Start of Block

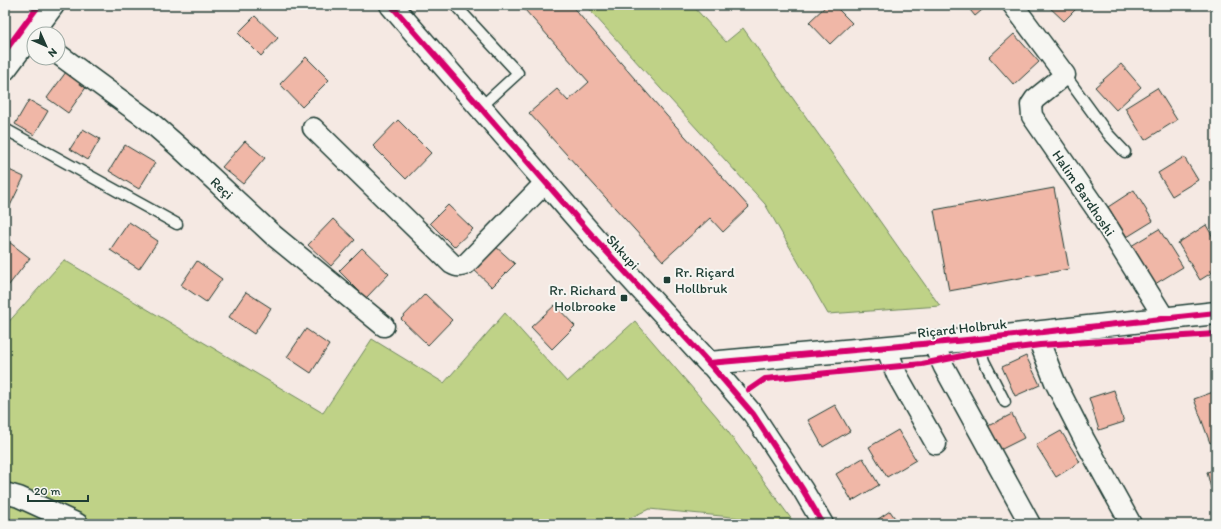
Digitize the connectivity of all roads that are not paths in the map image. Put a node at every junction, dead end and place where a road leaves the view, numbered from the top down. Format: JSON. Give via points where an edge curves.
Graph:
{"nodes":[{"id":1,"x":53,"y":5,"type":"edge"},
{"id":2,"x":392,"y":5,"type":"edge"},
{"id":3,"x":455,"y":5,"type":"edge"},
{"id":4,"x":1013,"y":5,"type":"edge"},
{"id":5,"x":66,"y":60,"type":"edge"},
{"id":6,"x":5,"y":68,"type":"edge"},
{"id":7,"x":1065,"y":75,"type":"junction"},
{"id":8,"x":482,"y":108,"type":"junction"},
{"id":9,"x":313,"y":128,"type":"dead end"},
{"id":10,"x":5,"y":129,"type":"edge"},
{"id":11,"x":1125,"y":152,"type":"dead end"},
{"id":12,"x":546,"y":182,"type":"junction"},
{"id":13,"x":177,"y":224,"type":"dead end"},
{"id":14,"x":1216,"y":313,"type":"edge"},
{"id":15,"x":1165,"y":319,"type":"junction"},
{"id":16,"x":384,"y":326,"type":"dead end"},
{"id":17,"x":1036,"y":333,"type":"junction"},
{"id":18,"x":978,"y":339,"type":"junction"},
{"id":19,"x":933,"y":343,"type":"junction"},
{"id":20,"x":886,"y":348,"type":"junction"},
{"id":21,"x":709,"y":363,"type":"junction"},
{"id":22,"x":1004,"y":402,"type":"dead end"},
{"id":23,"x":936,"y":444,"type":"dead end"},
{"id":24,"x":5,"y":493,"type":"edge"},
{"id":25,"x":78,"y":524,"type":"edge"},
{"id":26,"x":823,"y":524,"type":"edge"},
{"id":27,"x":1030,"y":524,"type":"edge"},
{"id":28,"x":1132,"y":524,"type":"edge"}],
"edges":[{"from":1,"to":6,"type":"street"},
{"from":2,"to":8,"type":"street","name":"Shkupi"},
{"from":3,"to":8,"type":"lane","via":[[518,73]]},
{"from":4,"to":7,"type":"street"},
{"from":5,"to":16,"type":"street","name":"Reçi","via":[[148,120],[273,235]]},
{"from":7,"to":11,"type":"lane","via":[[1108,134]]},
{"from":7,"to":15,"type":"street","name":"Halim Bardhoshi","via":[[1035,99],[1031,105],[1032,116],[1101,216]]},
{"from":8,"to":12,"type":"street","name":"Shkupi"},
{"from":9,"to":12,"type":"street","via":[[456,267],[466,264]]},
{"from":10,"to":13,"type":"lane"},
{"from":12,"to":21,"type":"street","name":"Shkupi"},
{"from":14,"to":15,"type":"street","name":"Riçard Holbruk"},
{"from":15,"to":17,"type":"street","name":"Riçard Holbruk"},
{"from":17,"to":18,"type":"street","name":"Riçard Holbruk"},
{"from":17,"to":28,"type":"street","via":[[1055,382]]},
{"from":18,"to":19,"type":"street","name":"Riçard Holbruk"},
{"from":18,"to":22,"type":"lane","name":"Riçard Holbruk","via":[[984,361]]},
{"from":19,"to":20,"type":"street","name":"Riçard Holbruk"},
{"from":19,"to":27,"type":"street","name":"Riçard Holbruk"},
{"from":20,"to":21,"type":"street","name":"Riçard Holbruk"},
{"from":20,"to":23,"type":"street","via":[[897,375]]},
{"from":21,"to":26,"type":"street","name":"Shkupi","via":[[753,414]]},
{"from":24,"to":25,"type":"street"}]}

End of Block
Start of Block

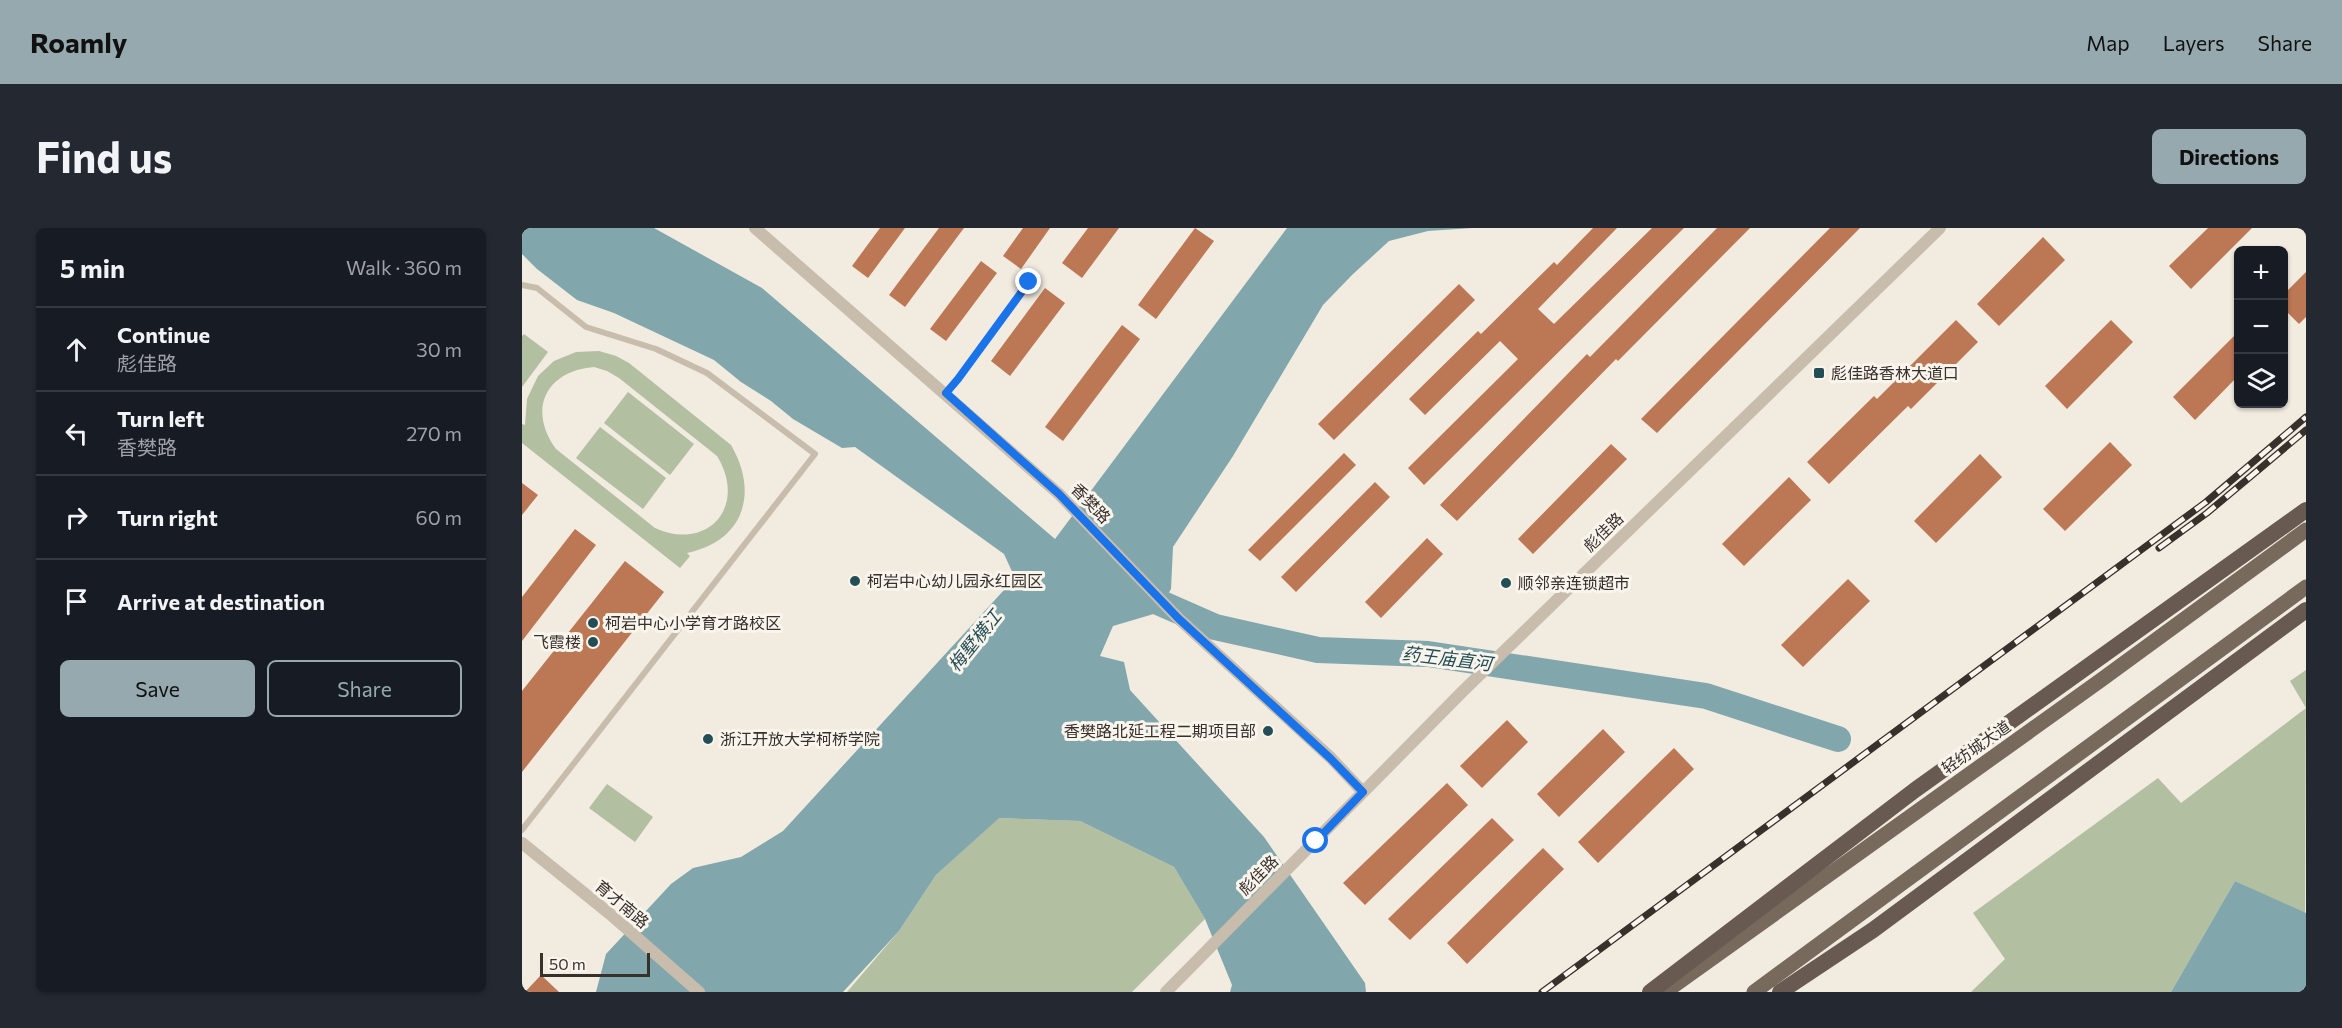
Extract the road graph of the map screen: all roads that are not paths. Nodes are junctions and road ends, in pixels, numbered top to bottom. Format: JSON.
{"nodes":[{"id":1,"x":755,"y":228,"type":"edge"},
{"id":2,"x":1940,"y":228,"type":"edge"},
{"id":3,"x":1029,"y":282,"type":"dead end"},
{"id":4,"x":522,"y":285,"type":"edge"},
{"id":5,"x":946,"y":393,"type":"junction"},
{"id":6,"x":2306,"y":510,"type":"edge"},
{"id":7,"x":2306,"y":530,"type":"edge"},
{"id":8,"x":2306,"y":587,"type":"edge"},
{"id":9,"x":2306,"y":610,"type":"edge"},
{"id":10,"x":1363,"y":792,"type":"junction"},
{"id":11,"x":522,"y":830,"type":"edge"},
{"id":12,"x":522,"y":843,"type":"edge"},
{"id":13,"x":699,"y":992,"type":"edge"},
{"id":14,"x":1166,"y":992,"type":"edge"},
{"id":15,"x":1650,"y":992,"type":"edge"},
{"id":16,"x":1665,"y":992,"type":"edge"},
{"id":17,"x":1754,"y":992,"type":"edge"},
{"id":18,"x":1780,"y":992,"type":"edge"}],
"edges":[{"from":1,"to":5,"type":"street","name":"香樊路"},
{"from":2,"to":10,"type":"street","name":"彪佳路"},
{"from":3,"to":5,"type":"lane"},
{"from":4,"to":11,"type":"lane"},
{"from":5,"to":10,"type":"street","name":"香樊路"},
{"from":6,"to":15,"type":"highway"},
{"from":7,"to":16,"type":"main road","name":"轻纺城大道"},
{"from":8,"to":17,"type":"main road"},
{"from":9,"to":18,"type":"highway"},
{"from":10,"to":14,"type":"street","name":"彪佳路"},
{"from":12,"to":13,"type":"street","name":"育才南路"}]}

End of Block

**WHAT NEEDS TO BE DONE**
Only a number is wanted here: the count of lines above that hold the word "dead".

**EXERCISE RESULT**
8